**Problem:**
The answer is to contain only the line containing "Convert this map" and the lines after it through the last one, each reproduced exactly as it appears below.

┄┄┄┄┄┄

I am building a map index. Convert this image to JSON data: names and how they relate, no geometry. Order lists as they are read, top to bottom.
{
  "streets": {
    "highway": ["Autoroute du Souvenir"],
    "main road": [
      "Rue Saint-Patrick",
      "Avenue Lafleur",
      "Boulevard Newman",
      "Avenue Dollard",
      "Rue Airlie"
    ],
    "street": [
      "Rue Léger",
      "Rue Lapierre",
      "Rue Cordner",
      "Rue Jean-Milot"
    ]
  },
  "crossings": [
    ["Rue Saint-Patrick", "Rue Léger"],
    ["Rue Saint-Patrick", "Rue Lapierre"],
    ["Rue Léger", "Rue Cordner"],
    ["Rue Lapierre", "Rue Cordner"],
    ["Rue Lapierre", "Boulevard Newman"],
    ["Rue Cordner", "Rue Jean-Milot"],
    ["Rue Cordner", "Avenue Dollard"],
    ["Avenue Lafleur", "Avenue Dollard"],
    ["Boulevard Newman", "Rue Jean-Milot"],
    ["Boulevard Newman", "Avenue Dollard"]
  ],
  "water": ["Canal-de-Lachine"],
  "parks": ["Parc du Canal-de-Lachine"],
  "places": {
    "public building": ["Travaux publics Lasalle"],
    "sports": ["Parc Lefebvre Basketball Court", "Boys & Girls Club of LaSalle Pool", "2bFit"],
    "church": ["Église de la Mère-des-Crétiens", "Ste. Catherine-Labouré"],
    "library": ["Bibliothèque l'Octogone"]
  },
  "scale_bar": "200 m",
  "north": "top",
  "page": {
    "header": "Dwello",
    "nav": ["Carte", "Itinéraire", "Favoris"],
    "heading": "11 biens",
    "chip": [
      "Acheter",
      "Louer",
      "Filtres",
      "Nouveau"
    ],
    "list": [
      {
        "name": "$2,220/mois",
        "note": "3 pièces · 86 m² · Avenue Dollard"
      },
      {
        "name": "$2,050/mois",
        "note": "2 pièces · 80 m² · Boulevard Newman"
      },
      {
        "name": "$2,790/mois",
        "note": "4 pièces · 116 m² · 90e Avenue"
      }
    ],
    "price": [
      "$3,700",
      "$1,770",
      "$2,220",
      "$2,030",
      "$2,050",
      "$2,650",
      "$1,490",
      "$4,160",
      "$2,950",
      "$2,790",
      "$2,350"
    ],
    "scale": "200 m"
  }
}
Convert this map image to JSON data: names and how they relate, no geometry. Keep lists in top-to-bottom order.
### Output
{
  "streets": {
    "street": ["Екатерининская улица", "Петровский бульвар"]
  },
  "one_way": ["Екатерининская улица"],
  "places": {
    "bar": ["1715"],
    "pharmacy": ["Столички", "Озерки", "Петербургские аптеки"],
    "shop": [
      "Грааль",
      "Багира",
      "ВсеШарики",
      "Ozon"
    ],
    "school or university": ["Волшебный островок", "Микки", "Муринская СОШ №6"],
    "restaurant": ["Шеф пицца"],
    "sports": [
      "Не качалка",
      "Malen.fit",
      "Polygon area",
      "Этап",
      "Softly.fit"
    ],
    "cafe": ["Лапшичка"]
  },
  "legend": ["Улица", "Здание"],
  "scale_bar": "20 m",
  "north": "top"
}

┄┄┄┄┄┄

**Expected answer:**
Convert this map image to JSON data: names and how they relate, no geometry. Keep lists in top-to-bottom order.
### Output
{
  "streets": {
    "street": ["Екатерининская улица", "Петровский бульвар"]
  },
  "one_way": ["Екатерининская улица"],
  "places": {
    "bar": ["1715"],
    "pharmacy": ["Столички", "Озерки", "Петербургские аптеки"],
    "shop": [
      "Грааль",
      "Багира",
      "ВсеШарики",
      "Ozon"
    ],
    "school or university": ["Волшебный островок", "Микки", "Муринская СОШ №6"],
    "restaurant": ["Шеф пицца"],
    "sports": [
      "Не качалка",
      "Malen.fit",
      "Polygon area",
      "Этап",
      "Softly.fit"
    ],
    "cafe": ["Лапшичка"]
  },
  "legend": ["Улица", "Здание"],
  "scale_bar": "20 m",
  "north": "top"
}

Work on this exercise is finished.